Winnipeg public service asked to develop poverty reduction strategy

The mayor's inner circle supported a motion Tuesday asking the city's public service to create a poverty reduction strategy. 

Roughly one in eight Winnipeggers live in poverty: Statistics Canada

The vast majority of homeless Winnipegers are Indigenous, statistics show. (Michael Charles Cole/CBC)

The mayor's inner circle supported a motion Tuesday asking the city's public service to create a poverty reduction strategy for Winnipeg. 

The strategy will be led by the city's new housing policy co-ordinator. That position is currently vacant — the city says it plans to hire someone to fill the position soon. 

"We want to see greater co-ordination," Mayor Brian Bowman said after the executive policy committee meeting. "I think there's a lot more that all levels of government and all stakeholders can do."

Roughly one person in eight in Winnipeg live in poverty, according to an administrative report by the community services department using 2016 Statistics Canada data.

For Indigenous peoples and newcomers the situation is more grim — one in four people belonging to either group live in poverty. Among those Winnipeggers without a home, the vast majority — 66 per cent — are Indigenous.

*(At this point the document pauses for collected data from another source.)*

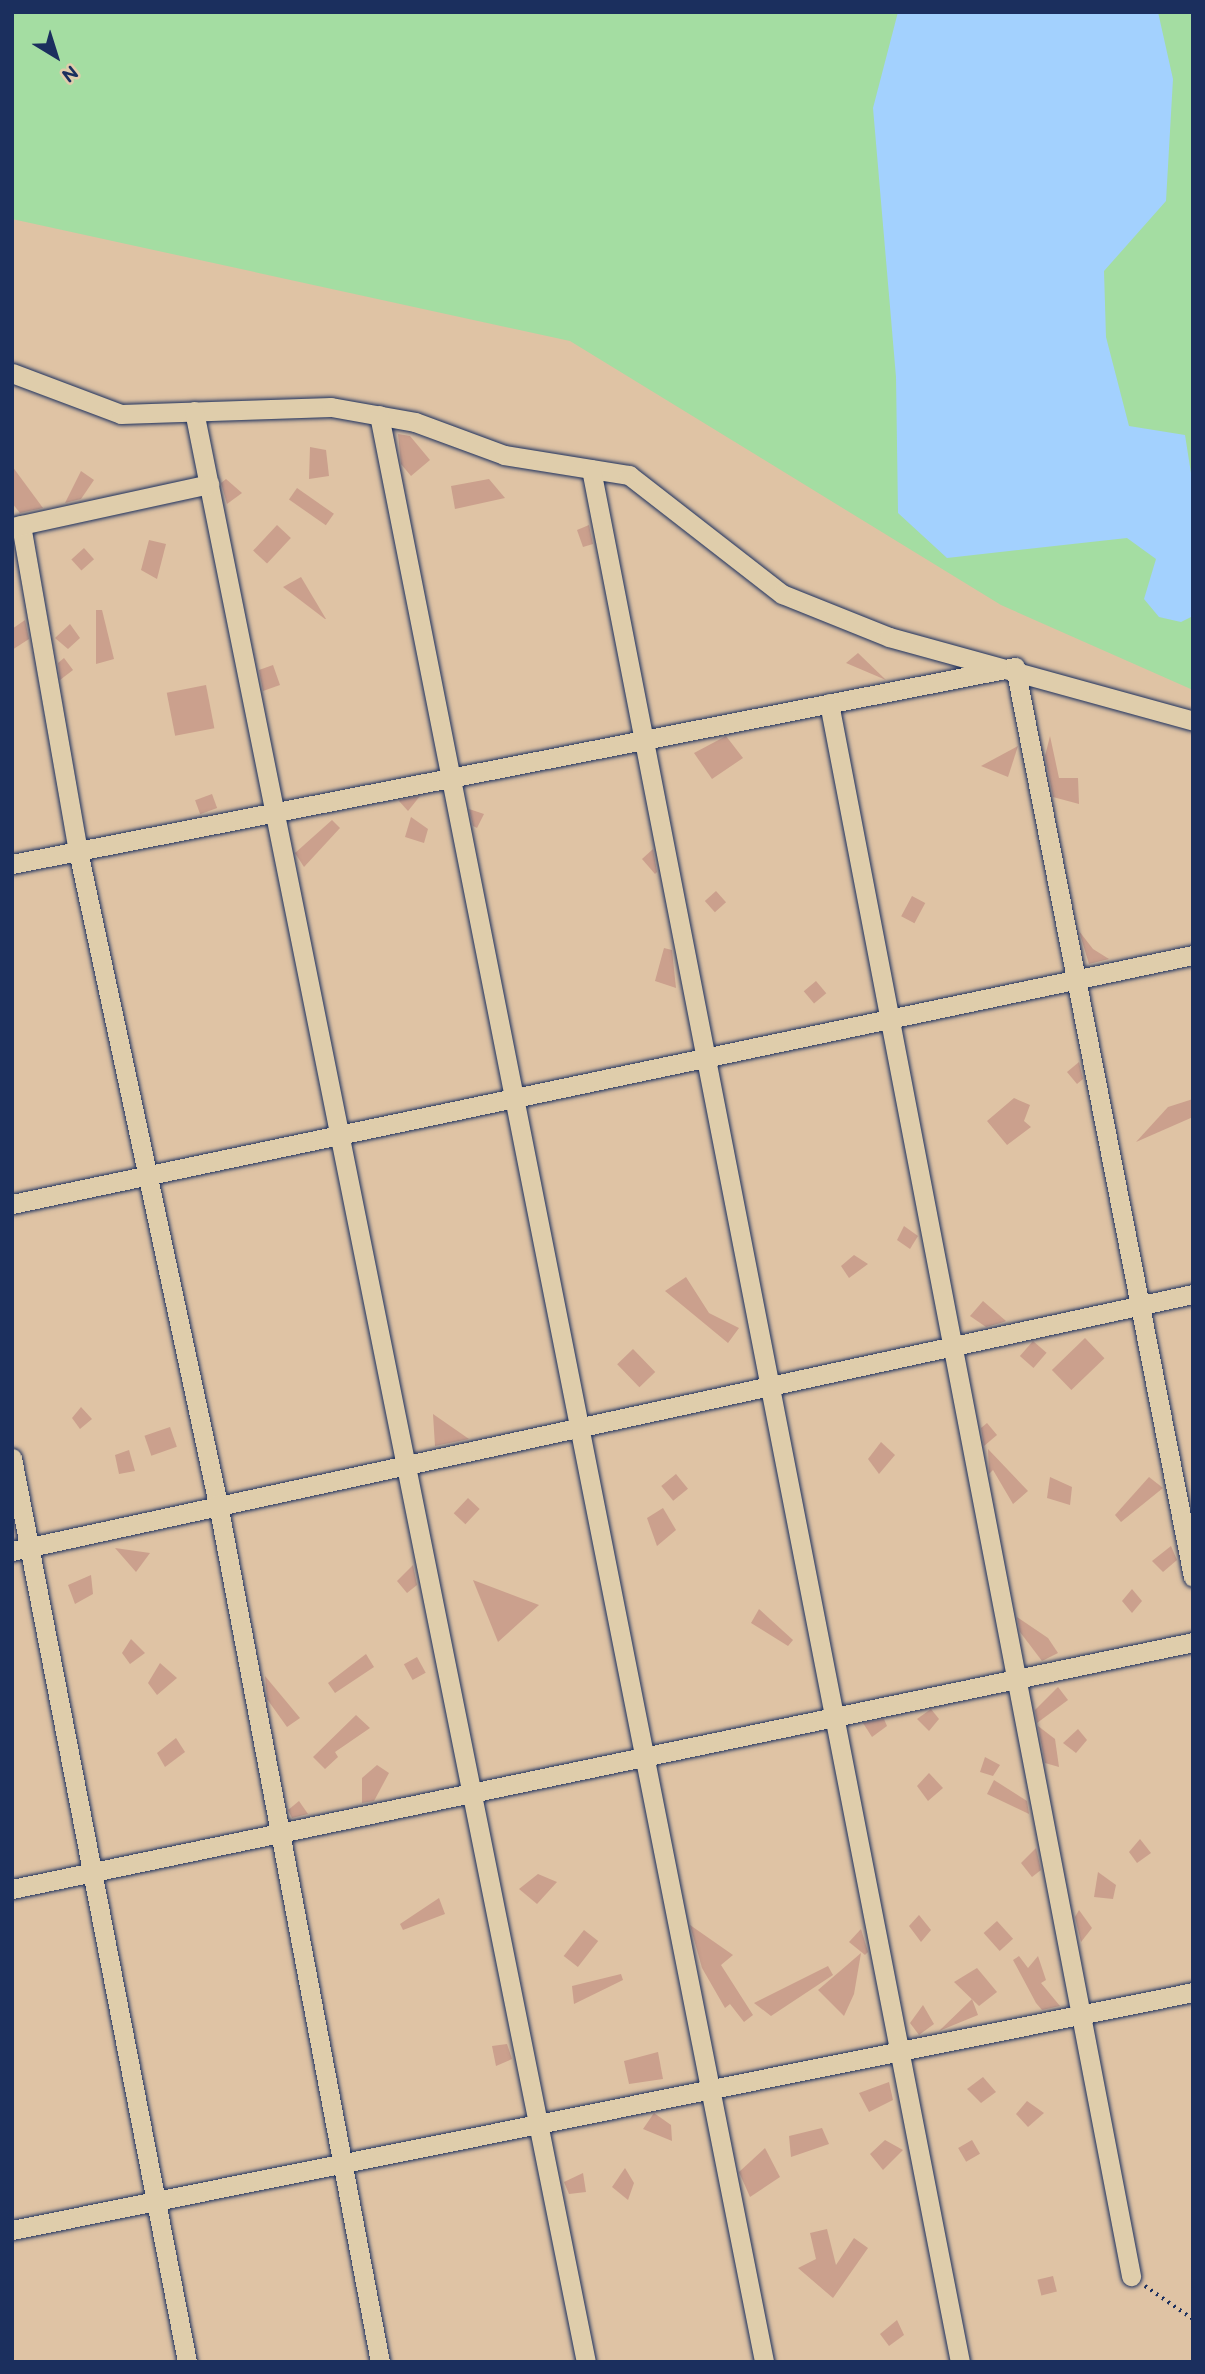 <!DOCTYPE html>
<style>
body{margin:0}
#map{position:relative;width:1205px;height:2374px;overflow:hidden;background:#dfc3a4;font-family:"Balsamiq Sans",sans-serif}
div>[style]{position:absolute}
.green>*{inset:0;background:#a4dda2}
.water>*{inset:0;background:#a3d1fe}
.building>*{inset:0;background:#cba08d;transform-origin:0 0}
.path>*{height:3.5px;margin-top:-1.75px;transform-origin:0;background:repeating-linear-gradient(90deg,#1b2f5e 0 2px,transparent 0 7px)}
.roads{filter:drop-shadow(0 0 2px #1b2f5e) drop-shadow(0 0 2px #1b2f5e)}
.minor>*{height:19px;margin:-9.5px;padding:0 9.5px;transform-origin:9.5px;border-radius:9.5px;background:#dfcdab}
span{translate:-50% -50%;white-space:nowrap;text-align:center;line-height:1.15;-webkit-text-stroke:5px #dfcdab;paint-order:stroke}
.frame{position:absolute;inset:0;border:14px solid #1b2f5e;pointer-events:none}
.north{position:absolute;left:21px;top:21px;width:70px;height:70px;-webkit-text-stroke:5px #dfcdab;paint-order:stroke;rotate:142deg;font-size:19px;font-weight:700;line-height:28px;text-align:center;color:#1b2f5e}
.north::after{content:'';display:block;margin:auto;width:24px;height:32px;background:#1b2f5e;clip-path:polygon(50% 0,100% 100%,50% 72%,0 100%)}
</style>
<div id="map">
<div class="green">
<div style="clip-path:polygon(12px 12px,1193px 12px,1193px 690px,1001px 605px,570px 341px,12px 219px)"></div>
</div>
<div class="water">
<div style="clip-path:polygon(898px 12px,1158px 12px,1173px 79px,1166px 201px,1104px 271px,1106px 337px,1129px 426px,1185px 435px,1193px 486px,1193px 616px,1181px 622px,1159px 617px,1144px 599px,1156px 559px,1127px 538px,947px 558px,898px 513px,896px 377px,873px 108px)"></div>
</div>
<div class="building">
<div style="clip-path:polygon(398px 434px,410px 436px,430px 460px,411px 476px,401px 464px)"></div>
<div style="clip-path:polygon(310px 447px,326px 450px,329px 476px,309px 479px)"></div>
<div style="clip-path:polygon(12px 466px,43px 508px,20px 513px,12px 503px)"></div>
<div style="clip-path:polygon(81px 471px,94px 480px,81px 499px,65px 503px)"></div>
<div style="clip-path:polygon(226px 479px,242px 493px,227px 504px,221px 483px)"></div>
<div style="clip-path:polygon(489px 479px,505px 498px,455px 509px,451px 486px)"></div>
<div style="left:297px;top:488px;width:45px;height:14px;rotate:35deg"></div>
<div style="left:277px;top:525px;width:19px;height:35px;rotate:43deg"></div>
<div style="clip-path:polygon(589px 525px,593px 544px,583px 547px,577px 530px)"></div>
<div style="clip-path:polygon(149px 540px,166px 544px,157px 579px,141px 570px)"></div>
<div style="left:84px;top:548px;width:15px;height:17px;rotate:48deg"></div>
<div style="clip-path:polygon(301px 577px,326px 619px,325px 619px,283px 587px)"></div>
<div style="clip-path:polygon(96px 610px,102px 610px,114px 659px,96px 664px)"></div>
<div style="clip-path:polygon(25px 620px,29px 639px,12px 650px,12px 629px)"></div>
<div style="clip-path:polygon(70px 624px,80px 638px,68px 649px,55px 638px)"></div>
<div style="clip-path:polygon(858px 653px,886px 680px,846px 663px)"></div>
<div style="clip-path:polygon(64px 658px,73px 670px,60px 680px,58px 663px)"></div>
<div style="clip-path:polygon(273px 665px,280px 685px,263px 691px,259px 670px)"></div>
<div style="left:206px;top:685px;width:44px;height:40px;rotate:79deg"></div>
<div style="clip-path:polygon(726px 736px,743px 758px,712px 779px,694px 753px)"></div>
<div style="clip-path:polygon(1050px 736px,1059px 778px,1078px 778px,1079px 804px,1053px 797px,1045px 756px)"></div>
<div style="clip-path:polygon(1018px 746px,1008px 777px,981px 766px)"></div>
<div style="left:212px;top:794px;width:15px;height:18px;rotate:70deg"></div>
<div style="clip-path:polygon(420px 796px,408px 811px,399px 801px,400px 800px)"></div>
<div style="clip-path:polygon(469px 809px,484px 814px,477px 828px,473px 826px)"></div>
<div style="clip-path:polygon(411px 817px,428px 829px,424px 843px,405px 837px)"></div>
<div style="clip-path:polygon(332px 820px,340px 828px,304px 867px,295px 853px)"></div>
<div style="clip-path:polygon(653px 849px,657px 872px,655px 874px,642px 859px)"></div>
<div style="left:716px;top:891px;width:15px;height:15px;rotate:48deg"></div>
<div style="left:912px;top:896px;width:15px;height:23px;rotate:28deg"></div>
<div style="clip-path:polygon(1079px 931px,1093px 949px,1109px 959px,1089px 964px)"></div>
<div style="clip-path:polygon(664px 948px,672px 950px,676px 988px,655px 981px)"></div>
<div style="left:816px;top:981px;width:16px;height:16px;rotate:50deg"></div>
<div style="clip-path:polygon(1079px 1062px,1083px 1079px,1077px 1084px,1067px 1072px)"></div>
<div style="clip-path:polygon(1014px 1098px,1030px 1105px,1024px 1121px,1031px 1127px,1007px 1145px,987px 1121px)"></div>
<div style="clip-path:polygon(1193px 1099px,1193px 1117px,1136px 1142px,1168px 1107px)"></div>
<div style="clip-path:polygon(904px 1226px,918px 1236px,910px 1249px,897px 1240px)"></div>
<div style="clip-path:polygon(854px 1255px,868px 1264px,849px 1278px,841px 1266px)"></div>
<div style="clip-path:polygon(686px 1277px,709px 1313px,739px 1328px,728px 1343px,665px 1291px)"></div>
<div style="clip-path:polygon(983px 1301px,1006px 1321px,1004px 1322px,986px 1327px,970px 1316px)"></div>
<div style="left:1085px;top:1338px;width:28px;height:46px;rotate:46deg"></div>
<div style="left:1033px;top:1341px;width:18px;height:20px;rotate:41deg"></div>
<div style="left:633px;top:1349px;width:32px;height:22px;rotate:46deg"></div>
<div style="clip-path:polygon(81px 1407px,92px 1419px,80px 1429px,72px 1418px)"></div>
<div style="clip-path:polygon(433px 1414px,469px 1439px,435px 1446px)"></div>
<div style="clip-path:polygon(987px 1423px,997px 1435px,984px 1446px,981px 1428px)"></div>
<div style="left:170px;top:1427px;width:21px;height:27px;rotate:71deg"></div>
<div style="clip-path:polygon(881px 1442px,895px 1455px,879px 1474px,868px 1459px)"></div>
<div style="clip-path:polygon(988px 1449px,1028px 1491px,1013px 1504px,993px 1470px,989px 1474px)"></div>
<div style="clip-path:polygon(129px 1450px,135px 1471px,119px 1474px,115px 1455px)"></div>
<div style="left:676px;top:1474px;width:19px;height:19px;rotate:51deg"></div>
<div style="clip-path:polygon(1050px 1477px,1072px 1487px,1070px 1505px,1047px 1498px)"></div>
<div style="clip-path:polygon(1149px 1477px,1163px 1488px,1121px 1522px,1115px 1515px)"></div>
<div style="left:468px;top:1498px;width:16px;height:21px;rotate:43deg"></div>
<div style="clip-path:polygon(663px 1508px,676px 1530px,657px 1546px,647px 1518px)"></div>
<div style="clip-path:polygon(1171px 1546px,1177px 1560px,1163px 1572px,1152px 1561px)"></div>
<div style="clip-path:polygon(115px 1548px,150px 1553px,136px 1572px)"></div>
<div style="clip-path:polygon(413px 1565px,417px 1585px,407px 1593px,397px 1581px)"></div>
<div style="clip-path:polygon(91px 1575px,93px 1594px,75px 1604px,68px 1585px)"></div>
<div style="clip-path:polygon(473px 1580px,539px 1605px,498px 1642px)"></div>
<div style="clip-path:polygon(1132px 1589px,1142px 1601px,1132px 1613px,1122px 1601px)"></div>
<div style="clip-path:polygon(759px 1609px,793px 1640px,788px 1646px,751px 1623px)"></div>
<div style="clip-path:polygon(1017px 1617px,1048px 1638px,1058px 1653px,1042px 1661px,1020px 1632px)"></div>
<div style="clip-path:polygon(131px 1639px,145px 1653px,130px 1664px,122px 1653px)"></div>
<div style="clip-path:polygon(366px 1654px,374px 1667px,335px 1693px,328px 1683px)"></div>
<div style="left:417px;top:1657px;width:18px;height:15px;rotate:61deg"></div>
<div style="clip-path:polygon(160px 1663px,177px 1678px,157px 1695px,148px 1683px)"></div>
<div style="clip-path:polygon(265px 1676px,300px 1718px,287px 1727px,267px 1699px)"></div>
<div style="clip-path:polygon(1058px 1687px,1068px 1700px,1037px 1723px,1035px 1710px)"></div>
<div style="clip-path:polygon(931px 1709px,939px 1719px,929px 1731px,917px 1719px)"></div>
<div style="clip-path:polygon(356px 1715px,370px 1728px,335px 1752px,338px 1757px,325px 1769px,313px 1757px)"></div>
<div style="clip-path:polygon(884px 1719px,887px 1726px,872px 1737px,863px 1723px)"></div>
<div style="clip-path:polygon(1038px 1726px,1055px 1739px,1059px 1767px,1045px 1763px)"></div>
<div style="clip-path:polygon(1078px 1729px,1087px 1740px,1076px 1753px,1063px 1743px)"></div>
<div style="clip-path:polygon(176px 1738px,185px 1752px,165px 1767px,157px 1753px)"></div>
<div style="clip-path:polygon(985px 1757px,1000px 1765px,993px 1776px,980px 1772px)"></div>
<div style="clip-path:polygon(377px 1765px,389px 1773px,374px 1801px,362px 1803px,362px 1778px)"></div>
<div style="clip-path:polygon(929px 1773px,943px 1788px,928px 1801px,917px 1786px)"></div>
<div style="clip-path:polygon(994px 1780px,1027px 1801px,1029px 1814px,987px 1794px)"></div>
<div style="clip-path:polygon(299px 1801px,308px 1814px,292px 1818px,288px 1810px)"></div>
<div style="clip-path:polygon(1140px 1839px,1151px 1853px,1137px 1863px,1129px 1852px)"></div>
<div style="clip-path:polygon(1036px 1848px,1041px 1870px,1032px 1877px,1021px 1863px)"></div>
<div style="clip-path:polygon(1098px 1872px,1116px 1885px,1113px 1899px,1094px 1897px)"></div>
<div style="clip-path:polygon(538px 1874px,557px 1882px,537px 1904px,519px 1889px)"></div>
<div style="clip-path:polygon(439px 1898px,445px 1914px,403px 1930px,400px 1924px)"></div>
<div style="clip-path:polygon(1079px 1910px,1092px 1928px,1081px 1942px,1075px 1917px)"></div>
<div style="clip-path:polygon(919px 1915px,931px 1930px,921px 1942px,909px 1926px)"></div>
<div style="left:997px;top:1921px;width:24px;height:18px;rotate:48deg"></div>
<div style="clip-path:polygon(690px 1925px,733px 1955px,721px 1965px,753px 2015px,744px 2022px,730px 2004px,725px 2008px,702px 1968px)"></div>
<div style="clip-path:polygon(861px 1929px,868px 1952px,865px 1955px,849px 1942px)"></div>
<div style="left:584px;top:1930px;width:18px;height:33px;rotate:38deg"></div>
<div style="clip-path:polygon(861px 1953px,854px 1994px,844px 2016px,818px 1990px)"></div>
<div style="clip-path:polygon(1019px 1956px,1028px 1968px,1038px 1956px,1046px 1980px,1041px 1983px,1060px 2006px,1042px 2010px,1036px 2003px,1013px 1960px)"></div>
<div style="clip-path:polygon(828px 1966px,833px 1975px,771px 2016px,754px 2003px)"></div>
<div style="clip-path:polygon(977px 1968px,997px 1992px,979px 2006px,954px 1982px)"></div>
<div style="clip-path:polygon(621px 1974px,623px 1980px,574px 2004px,572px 1986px)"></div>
<div style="clip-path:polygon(972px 1999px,978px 2015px,939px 2031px)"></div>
<div style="clip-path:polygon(923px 2005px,934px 2024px,919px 2035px,910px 2023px)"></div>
<div style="clip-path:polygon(507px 2044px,512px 2059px,496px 2066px,492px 2046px)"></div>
<div style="clip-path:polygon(658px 2052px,663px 2079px,629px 2084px,624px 2061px)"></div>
<div style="clip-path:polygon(983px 2077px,996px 2092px,981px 2103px,967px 2089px)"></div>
<div style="clip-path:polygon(889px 2082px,893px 2100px,869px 2112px,859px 2093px)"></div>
<div style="clip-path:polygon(1027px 2101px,1044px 2113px,1028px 2127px,1016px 2114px)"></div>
<div style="clip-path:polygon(654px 2113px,671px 2125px,672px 2141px,643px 2129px)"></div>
<div style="clip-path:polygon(822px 2128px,829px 2144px,791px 2157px,789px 2136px)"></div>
<div style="clip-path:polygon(885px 2140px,903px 2150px,883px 2170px,870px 2154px)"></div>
<div style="left:972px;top:2140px;width:16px;height:16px;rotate:60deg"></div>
<div style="clip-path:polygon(765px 2148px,780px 2177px,750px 2197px,739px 2172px)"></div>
<div style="clip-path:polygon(625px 2168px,634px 2183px,628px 2200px,612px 2187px)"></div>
<div style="clip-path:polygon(583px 2173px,586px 2192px,569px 2194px,564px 2182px)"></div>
<div style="clip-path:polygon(827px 2229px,836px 2265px,854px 2238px,868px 2248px,833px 2298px,798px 2268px,816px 2259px,810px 2233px)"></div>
<div style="left:1053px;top:2276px;width:16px;height:16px;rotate:76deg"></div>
<div style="clip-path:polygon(897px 2320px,904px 2335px,889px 2346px,880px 2334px)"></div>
</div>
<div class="path">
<div style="left:1145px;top:2286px;width:58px;rotate:34.5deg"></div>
</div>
<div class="roads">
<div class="minor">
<div style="left:12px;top:373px;width:116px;rotate:20.6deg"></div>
<div style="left:121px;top:414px;width:210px;rotate:-1.9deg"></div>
<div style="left:331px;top:407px;width:85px;rotate:10.1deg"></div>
<div style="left:415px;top:422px;width:95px;rotate:20.3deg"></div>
<div style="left:504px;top:455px;width:127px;rotate:9.1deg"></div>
<div style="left:629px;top:475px;width:194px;rotate:37.9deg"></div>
<div style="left:782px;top:594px;width:115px;rotate:21.9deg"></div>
<div style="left:889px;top:637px;width:315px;rotate:15.4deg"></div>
<div style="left:194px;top:411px;width:1990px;rotate:78.64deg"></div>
<div style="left:379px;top:415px;width:1985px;rotate:78.81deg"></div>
<div style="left:591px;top:469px;width:1929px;rotate:78.97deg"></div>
<div style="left:21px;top:525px;width:331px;rotate:80.1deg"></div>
<div style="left:78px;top:851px;width:668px;rotate:77.9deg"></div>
<div style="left:218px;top:1504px;width:873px;rotate:79.31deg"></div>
<div style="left:12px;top:527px;width:202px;rotate:-12.3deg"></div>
<div style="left:829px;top:703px;width:1602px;rotate:79.13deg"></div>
<div style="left:12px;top:864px;width:1022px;rotate:-11.11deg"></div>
<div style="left:1015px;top:667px;width:927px;rotate:78.93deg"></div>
<div style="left:12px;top:1204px;width:1207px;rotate:-11.91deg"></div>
<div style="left:12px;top:1458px;width:921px;rotate:79.04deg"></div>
<div style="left:12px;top:1551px;width:1209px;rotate:-12.28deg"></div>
<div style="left:12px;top:1889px;width:1207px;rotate:-11.81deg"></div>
<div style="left:12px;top:2230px;width:1205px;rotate:-11.39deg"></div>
</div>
</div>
<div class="frame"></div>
<div class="north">N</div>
</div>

Damon Johnston, president of the Aboriginal Council of Winnipeg, is calling on the city to produce a poverty reduction strategy with a special section devoted to Indigenous Winnipeggers.

"I would suggest that you engage in a more real way with Indigenous leadership in this city," Johnston told members of the executive policy committee Tuesday. "We have the solutions — we're doing these things — we just don't have the scale."

Johnston also advocated for greater inclusion between Indigenous Winnipeggers and the rest of the city.

"The creation of the reserve system was segregation," he said. "It kept us apart from other Canadians, and when you're apart you can't get to know each other. We have to talk to each other."
(City of Winnipeg)

Strategy due by spring 2020

As part of the detailed report on the state of poverty in Winnipeg presented to the committee on Tuesday, the public service provided descriptions of anti-poverty measures currently in place in the city as well as four new recommendations to improve services without spending more money.

The measures include:

  • Raising public awareness of current supports for low-income residents.
  • Developing a housing strategy.
  • Changing zoning rules to force developers to build low-income housing.
  • Hiring more Indigenous people in city government.

The executive policy committee's motion asks the new measures to be included in the poverty reduction strategy. The public service has until spring 2020 to report back with the strategy. 

In a separate motion Tuesday, the executive committee also voted to spend $25,000 on hiring a part-time external co-ordinator to work for the Winnipeg Food Council to promote services such as community gardens.